Awalnya Tara menolak, karena jika Ibunya ikut menonton, maka adegan romantis akan dia skip skip, dan Tara tidak mau menonton jika film tersebut tidak original dimatanya, itu kata Tara. Tapi ya mau bagaimana lagi, kekuatan seorang ibu memang mampu melumpuhkan presepsi, dan sudah bisa ditebak, Tara mengalah.

Film ini menceritakan tentang persahabatan Pria dan wanita yang sangat erat. Namun  dalam suatu kejadian, Mereka diberi tugas untuk saling membunuh satu sama lain. Ketika film telah selesai, aku melihat Tara yang menangis sesenggukan, dengan Ibu Tara yang mengatakan bahwa anaknya itu lebay.

“halah, nonton segitu aja nangis, cemen kamu dek.” Komentar Ibu Tara, walau tidak dapat dipungkiri, tersisa bekas air di mata sebelah kirinya.

 “Udah deh, mama pergi tidur aja, udah tua kok ikut huuu” Ucap Tara sambil terisak. Aku yang melihat itu bersusah payah menahan tawa, dan setelah Ibu Tara berpamitan pergi tidur, tawaku tak bisa dibendung lagi.

 “Tar,bangun jam 05.00 ya, besok mau lewat Javanica aja, sekalian beli roti” Ucapku disela tawa. Tara bingung akan maksudku.

“Males kekantin” jelasku.

 “Halah, mampir untuk roti apa untuk cowok itu” Skakmat. Oke akan kuperjelas. 79% benar untuk dia, sisanya memang begitu adanya.

“Sebagai sahabat yang jahat, anda harus mengantarkan saya ke tempat tujuan” Titahku.

“Ye mbak” jawab Tara.

 “Btw, lagi 7 hari Natal lho, beli bando yuk Na, sekalian beli gantungan kunci Pohon Cemara” ucap Tara.

Natal ya, natal sangat identik dengan hujan bagiku, aroma tanah di Kafe Del’kina waktu itu masih sarat akan natal. Aroma tanah dan,

 “NATAL ? GABISA DONG BAWA SEPEDA” Aku teriak spontan. Masalahnya, jika hujan, aku tidak akan bisa membawa sepeda, itu artinya, aku harus jalan kaki dan mengambil rute yang berbeda dari rute bersepeda biasanya. Dan mustahil untuk bisa kembali ke perempatan itu, oke ini tidak logis, bagaimanapun juga, aku harus bisa ke perempatan itu.
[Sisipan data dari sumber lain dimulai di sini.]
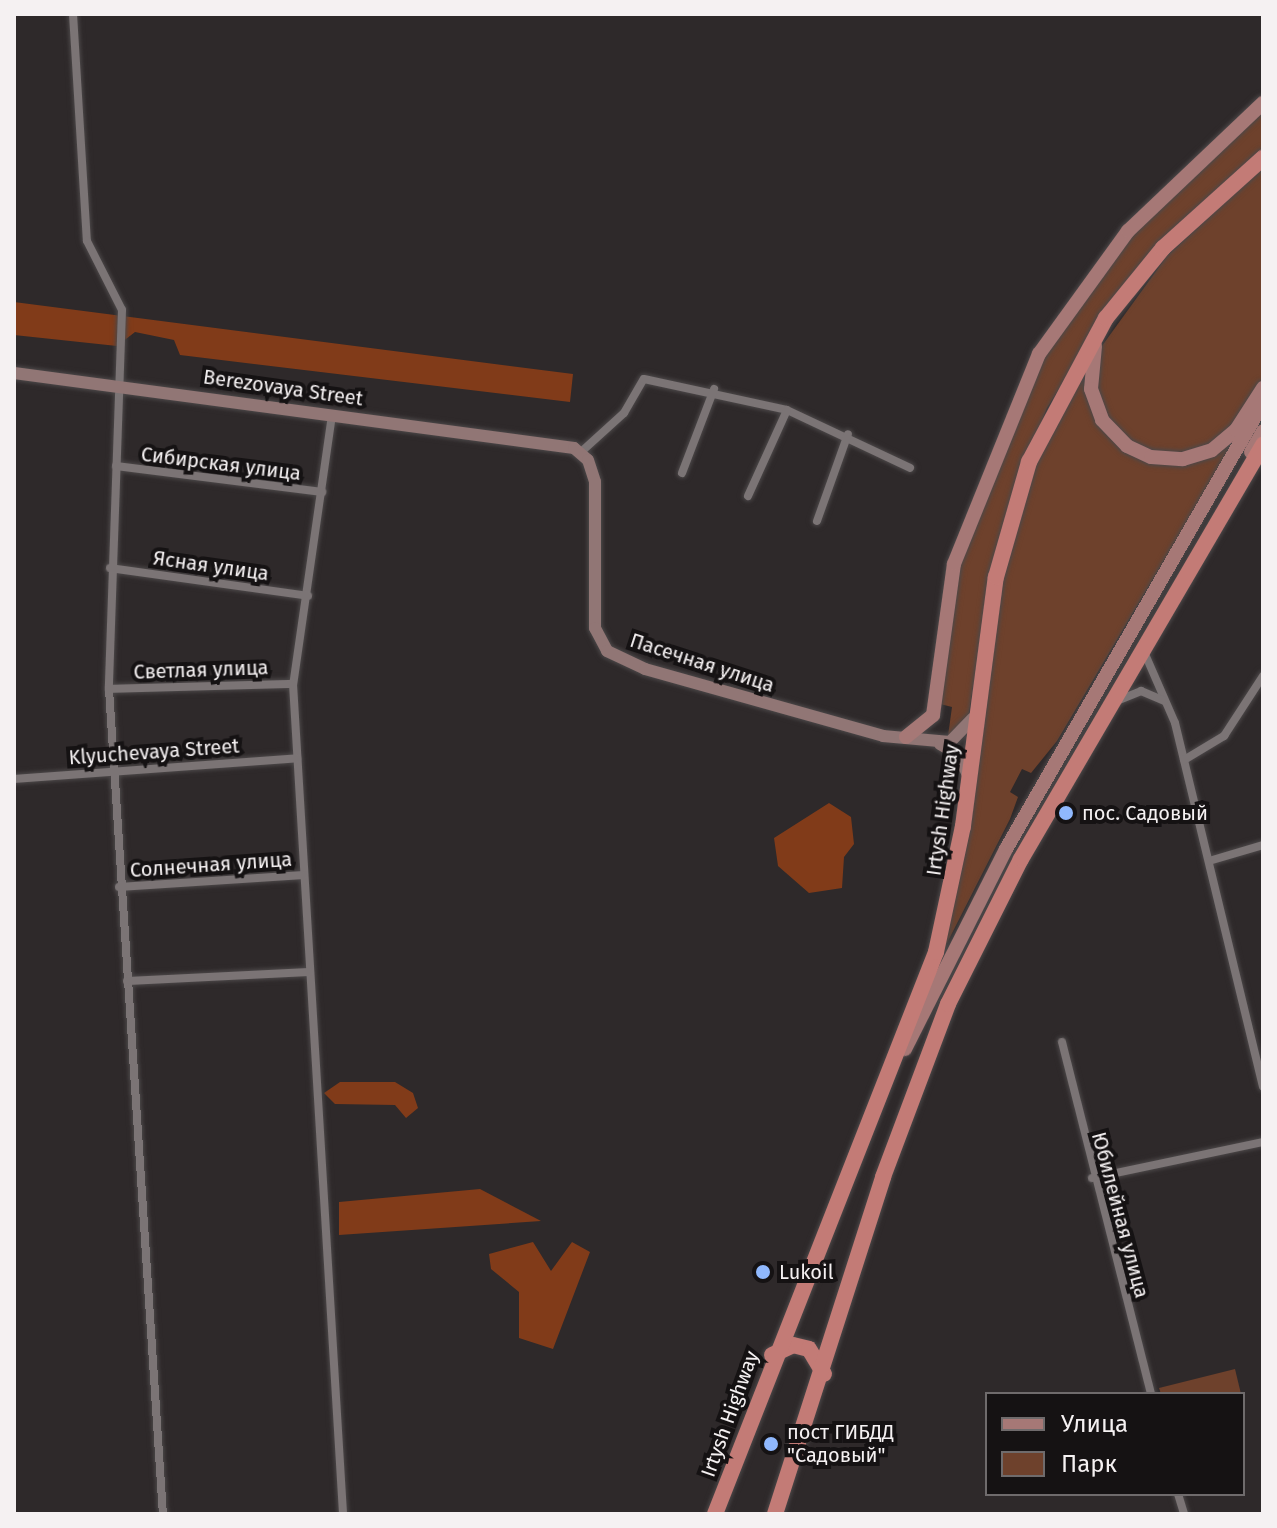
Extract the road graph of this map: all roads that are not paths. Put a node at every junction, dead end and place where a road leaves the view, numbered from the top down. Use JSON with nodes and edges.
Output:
{"nodes":[{"id":1,"x":73,"y":14,"type":"edge"},
{"id":2,"x":1263,"y":103,"type":"edge"},
{"id":3,"x":1263,"y":158,"type":"edge"},
{"id":4,"x":1106,"y":318,"type":"junction"},
{"id":5,"x":14,"y":373,"type":"edge"},
{"id":6,"x":124,"y":387,"type":"junction"},
{"id":7,"x":1263,"y":388,"type":"edge"},
{"id":8,"x":714,"y":389,"type":"junction"},
{"id":9,"x":1263,"y":403,"type":"edge"},
{"id":10,"x":787,"y":410,"type":"junction"},
{"id":11,"x":332,"y":415,"type":"junction"},
{"id":12,"x":1263,"y":431,"type":"edge"},
{"id":13,"x":848,"y":434,"type":"junction"},
{"id":14,"x":1263,"y":445,"type":"edge"},
{"id":15,"x":581,"y":452,"type":"junction"},
{"id":16,"x":116,"y":466,"type":"junction"},
{"id":17,"x":910,"y":468,"type":"dead end"},
{"id":18,"x":682,"y":473,"type":"dead end"},
{"id":19,"x":322,"y":492,"type":"junction"},
{"id":20,"x":748,"y":496,"type":"dead end"},
{"id":21,"x":817,"y":521,"type":"dead end"},
{"id":22,"x":110,"y":568,"type":"junction"},
{"id":23,"x":308,"y":596,"type":"junction"},
{"id":24,"x":1169,"y":599,"type":"junction"},
{"id":25,"x":986,"y":629,"type":"junction"},
{"id":26,"x":1152,"y":629,"type":"junction"},
{"id":27,"x":1263,"y":676,"type":"edge"},
{"id":28,"x":293,"y":684,"type":"junction"},
{"id":29,"x":109,"y":689,"type":"junction"},
{"id":30,"x":1170,"y":707,"type":"junction"},
{"id":31,"x":1106,"y":710,"type":"junction"},
{"id":32,"x":906,"y":737,"type":"junction"},
{"id":33,"x":929,"y":740,"type":"junction"},
{"id":34,"x":297,"y":758,"type":"junction"},
{"id":35,"x":1184,"y":760,"type":"junction"},
{"id":36,"x":113,"y":771,"type":"junction"},
{"id":37,"x":14,"y":779,"type":"edge"},
{"id":38,"x":968,"y":782,"type":"junction"},
{"id":39,"x":1263,"y":845,"type":"edge"},
{"id":40,"x":1209,"y":861,"type":"junction"},
{"id":41,"x":304,"y":875,"type":"junction"},
{"id":42,"x":119,"y":887,"type":"junction"},
{"id":43,"x":310,"y":972,"type":"junction"},
{"id":44,"x":127,"y":981,"type":"junction"},
{"id":45,"x":1062,"y":1042,"type":"dead end"},
{"id":46,"x":1263,"y":1087,"type":"edge"},
{"id":47,"x":887,"y":1091,"type":"junction"},
{"id":48,"x":1263,"y":1142,"type":"edge"},
{"id":49,"x":1092,"y":1178,"type":"junction"},
{"id":50,"x":772,"y":1355,"type":"junction"},
{"id":51,"x":824,"y":1374,"type":"junction"},
{"id":52,"x":1150,"y":1392,"type":"edge"},
{"id":53,"x":163,"y":1514,"type":"edge"},
{"id":54,"x":343,"y":1514,"type":"edge"},
{"id":55,"x":715,"y":1514,"type":"edge"},
{"id":56,"x":775,"y":1514,"type":"edge"}],
"edges":[{"from":1,"to":6,"type":"street"},
{"from":2,"to":32,"type":"main road"},
{"from":3,"to":4,"type":"highway","name":"Irtysh Highway"},
{"from":4,"to":7,"type":"main road"},
{"from":4,"to":25,"type":"highway","name":"Irtysh Highway"},
{"from":5,"to":6,"type":"main road","name":"Berezovaya Street"},
{"from":6,"to":11,"type":"main road","name":"Berezovaya Street"},
{"from":6,"to":16,"type":"street"},
{"from":8,"to":10,"type":"street"},
{"from":8,"to":15,"type":"street"},
{"from":8,"to":18,"type":"street"},
{"from":9,"to":47,"type":"main road"},
{"from":10,"to":13,"type":"street"},
{"from":10,"to":20,"type":"street"},
{"from":11,"to":15,"type":"main road","name":"Berezovaya Street"},
{"from":11,"to":19,"type":"street"},
{"from":12,"to":24,"type":"main road"},
{"from":13,"to":17,"type":"street"},
{"from":13,"to":21,"type":"street"},
{"from":14,"to":24,"type":"highway"},
{"from":15,"to":32,"type":"main road","name":"Пасечная улица"},
{"from":16,"to":19,"type":"street","name":"Сибирская улица"},
{"from":16,"to":22,"type":"street"},
{"from":19,"to":23,"type":"street"},
{"from":22,"to":23,"type":"street","name":"Ясная улица"},
{"from":22,"to":29,"type":"street"},
{"from":23,"to":28,"type":"street"},
{"from":24,"to":26,"type":"highway"},
{"from":25,"to":33,"type":"main road"},
{"from":25,"to":38,"type":"highway","name":"Irtysh Highway"},
{"from":26,"to":30,"type":"street"},
{"from":26,"to":31,"type":"highway"},
{"from":27,"to":35,"type":"street"},
{"from":28,"to":29,"type":"street","name":"Светлая улица"},
{"from":28,"to":34,"type":"street"},
{"from":29,"to":36,"type":"street"},
{"from":30,"to":31,"type":"street"},
{"from":30,"to":35,"type":"street"},
{"from":31,"to":51,"type":"highway"},
{"from":32,"to":33,"type":"main road","name":"Пасечная улица"},
{"from":33,"to":38,"type":"main road"},
{"from":34,"to":36,"type":"street","name":"Klyuchevaya Street"},
{"from":34,"to":41,"type":"street"},
{"from":35,"to":40,"type":"street"},
{"from":36,"to":37,"type":"street","name":"Klyuchevaya Street"},
{"from":36,"to":42,"type":"street"},
{"from":38,"to":47,"type":"highway","name":"Irtysh Highway"},
{"from":39,"to":40,"type":"street"},
{"from":40,"to":46,"type":"street"},
{"from":41,"to":42,"type":"street","name":"Солнечная улица"},
{"from":41,"to":43,"type":"street"},
{"from":42,"to":44,"type":"street"},
{"from":43,"to":44,"type":"street"},
{"from":43,"to":54,"type":"street"},
{"from":44,"to":53,"type":"street"},
{"from":45,"to":49,"type":"street","name":"Юбилейная улица"},
{"from":47,"to":50,"type":"highway","name":"Irtysh Highway"},
{"from":48,"to":49,"type":"street"},
{"from":49,"to":52,"type":"street","name":"Юбилейная улица"},
{"from":50,"to":51,"type":"highway"},
{"from":50,"to":55,"type":"highway","name":"Irtysh Highway"},
{"from":51,"to":56,"type":"highway"}]}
Tepat pukul 06.00

 “Ya elah Na, gapapa kali, kan ga setiap hari juga hujan Na.” Tara menenangkan

“Lho gabisa gitu, nanti dia ganti alur gimana ?”

“Emang dia mau lari hujan hujanan ?”

“Eh iya juga ya” aku berpikir sejenak. Oke tidak mungkin dia akan lari jika hujan. Oke tenang, tenang, dan tenang.

“Udah gih, sikat gigi sana, Tara mau bobok dulu” Tara menarik selimut dan pergi ke alam mimpinya, sedangkan aku pergi ke kamar mandi untuk melakukan ritual sebelum tidur. Yap Sikat.Gigi. Setelahnya aku ikut berenang ke dunia Cotton Candy ku sendiri. Semoga ini panjang.

Pagi hari tiba, Pukul 06.00, Tara dan aku baru bangun. dan saat itu, tetesan Hujan terlihat di balik jendela.

Tara sangat senang, dia bergegas mengambil jas hujan biru bergambar payung terbalik miliknya dan jas hujan berwarna tosca dengan gambaran daun gugur milikku. Sepeda kami dibiarkan di garasi rumah Tara. Setelah makan, kami segera berangkat ke sekolah, tak lupa berpamitan dengan Ibu Tara.

Di sepanjang perjalanan ke sekolah, Tara menghiburku. Kami tidak jadi membeli roti di perempatan, karena hujan sangat lebat, dan juga pukul 06.00 sudah terlewatkan. Jadi untuk alasan apa aku pergi kesana ?

Di perjalanan, aroma alami dari hujan menguar, dan dipadu dengan ornamen merah, putih, dan hijau tidak luput dari pandanganku, ya, sebentar lagi Natal. Dan aku tidak bisa lagi bertemu dengannya.

Kami mampir ke toko makanan cina untuk membeli Roti isi, dan melanjutkan perjalanan dengan memakan roti hangat itu. Setidaknya roti berbumbu ayam bakar bisa membuat moodku lebih baik.

Keesokan harinya dan tiga hari kemudianpun sama, tetap hujan lebat. Tapi moodku telah membaik, sudahlah lupakan. Laki-laki itu hanya kebetulan bertemu denganku. Ku pakai jas hujanku, dan berjalan menuju sekolah. Di perjalanan ke sekolah, aku sama sekali tak memikirkan lelaki iitu,dan jangan tanya kenapa. Aku tidak tau

Saat itu pukul 07.00, dan aku melihat sebuah penampakan. Terkejut ? tentu saja, siapa yang tidak terkejut jika setelah 4 hari, aku kembali melihat laki-laki yang sama di jarak 4 meter dari gerbang sekolah ? Bukankah hari ini hujan ? lalu mengapa dia ada disini ? bukan di perempatan Javanica ?

Oke Ana, bersikaplah seperti biasa, lalui ia seperti tidak mengenal, senyumi dia dengan senyuman sopan. Dan kembali langkahkan kaki menuju gerbang itu. Kamu bisa Ana. Oke lakukan.

Aku berjalan pelan, dengan jarak 2 meter di hadapan dia berdiri, bajunya basah kuyup, masih dengan sepatu Adidas birunya, tanpa jas hujan dan bersender di bawah pohon cemara. Aku berjalan pelan, ketika jarak kami hanya 5 langkah kaki, dia menghadang jalan, ingat ini baik-baik. Menghadang.jalan.ku.

Tiba-tiba segala adegan romantis  muncul dan menari-nari di kepalaku.  Tapi aku tetap berjalan.

“kak, permisi” ucapku, dia tidak bergeming. Kepalaku menunduk, dan kenapa aku merasa hujan semakin menipis ?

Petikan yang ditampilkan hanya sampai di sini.